### Prompt
Please transcribe the data below in full. Omit any picture you find in it.

[Saved entries]
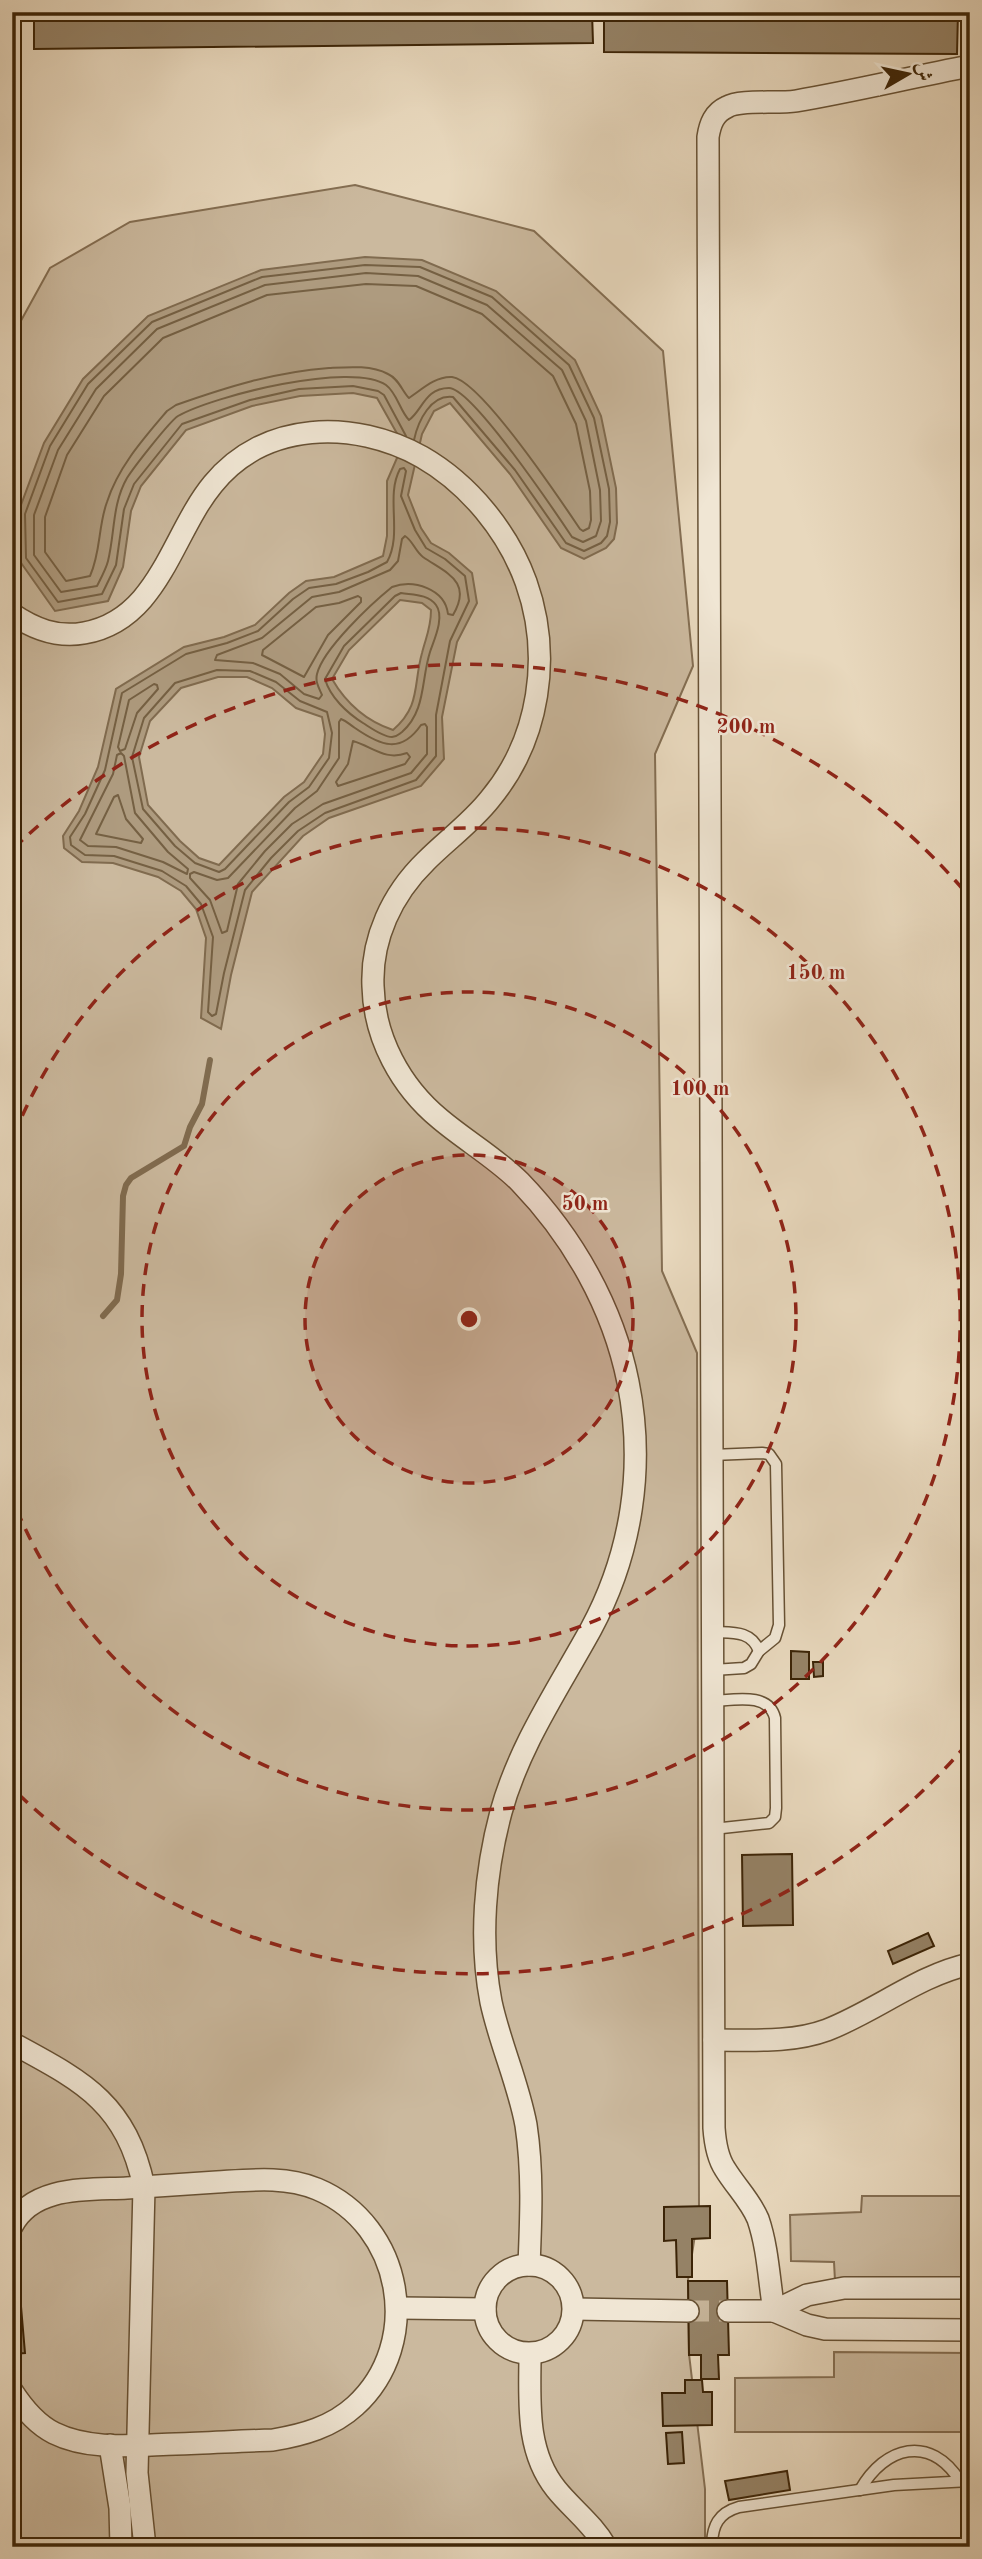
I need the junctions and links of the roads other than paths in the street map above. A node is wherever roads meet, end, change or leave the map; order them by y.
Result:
1 (970, 66) edge
2 (12, 614) edge
3 (712, 1455) junction
4 (713, 1632) junction
5 (760, 1651) junction
6 (713, 1670) junction
7 (713, 1701) junction
8 (713, 1829) junction
9 (970, 1964) edge
10 (714, 2040) junction
11 (12, 2043) edge
12 (144, 2187) junction
13 (12, 2226) edge
14 (529, 2265) junction
15 (970, 2288) edge
16 (398, 2308) junction
17 (485, 2309) junction
18 (574, 2309) junction
19 (688, 2311) tunnel mouth
20 (774, 2311) junction
21 (728, 2312) tunnel mouth
22 (970, 2330) edge
23 (530, 2354) junction
24 (12, 2391) edge
25 (110, 2445) junction
26 (138, 2445) junction
27 (965, 2481) edge
28 (860, 2490) junction
29 (121, 2547) edge
30 (145, 2547) edge
31 (606, 2547) edge
32 (712, 2547) edge

1 - 3 street
2 - 14 street
3 - 4 street
3 - 5 lane
4 - 5 lane
4 - 6 street
5 - 6 lane
6 - 7 street
7 - 8 street
7 - 8 lane
8 - 10 street
9 - 10 street
10 - 20 street
11 - 12 street
12 - 13 street
12 - 16 street
12 - 26 street
14 - 17 street
14 - 18 street
15 - 20 street
16 - 17 street
16 - 26 street
17 - 23 street
18 - 19 street
18 - 23 street
20 - 21 street
20 - 22 street
23 - 31 street
24 - 25 street
25 - 26 street
25 - 29 street
26 - 30 street
27 - 28 lane
27 - 28 lane
28 - 32 lane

### Response to the exercise
I need the junctions and links of the roads other than paths in the street map above. A node is wherever roads meet, end, change or leave the map; order them by y.
Result:
1 (970, 66) edge
2 (12, 614) edge
3 (712, 1455) junction
4 (713, 1632) junction
5 (760, 1651) junction
6 (713, 1670) junction
7 (713, 1701) junction
8 (713, 1829) junction
9 (970, 1964) edge
10 (714, 2040) junction
11 (12, 2043) edge
12 (144, 2187) junction
13 (12, 2226) edge
14 (529, 2265) junction
15 (970, 2288) edge
16 (398, 2308) junction
17 (485, 2309) junction
18 (574, 2309) junction
19 (688, 2311) tunnel mouth
20 (774, 2311) junction
21 (728, 2312) tunnel mouth
22 (970, 2330) edge
23 (530, 2354) junction
24 (12, 2391) edge
25 (110, 2445) junction
26 (138, 2445) junction
27 (965, 2481) edge
28 (860, 2490) junction
29 (121, 2547) edge
30 (145, 2547) edge
31 (606, 2547) edge
32 (712, 2547) edge

1 - 3 street
2 - 14 street
3 - 4 street
3 - 5 lane
4 - 5 lane
4 - 6 street
5 - 6 lane
6 - 7 street
7 - 8 street
7 - 8 lane
8 - 10 street
9 - 10 street
10 - 20 street
11 - 12 street
12 - 13 street
12 - 16 street
12 - 26 street
14 - 17 street
14 - 18 street
15 - 20 street
16 - 17 street
16 - 26 street
17 - 23 street
18 - 19 street
18 - 23 street
20 - 21 street
20 - 22 street
23 - 31 street
24 - 25 street
25 - 26 street
25 - 29 street
26 - 30 street
27 - 28 lane
27 - 28 lane
28 - 32 lane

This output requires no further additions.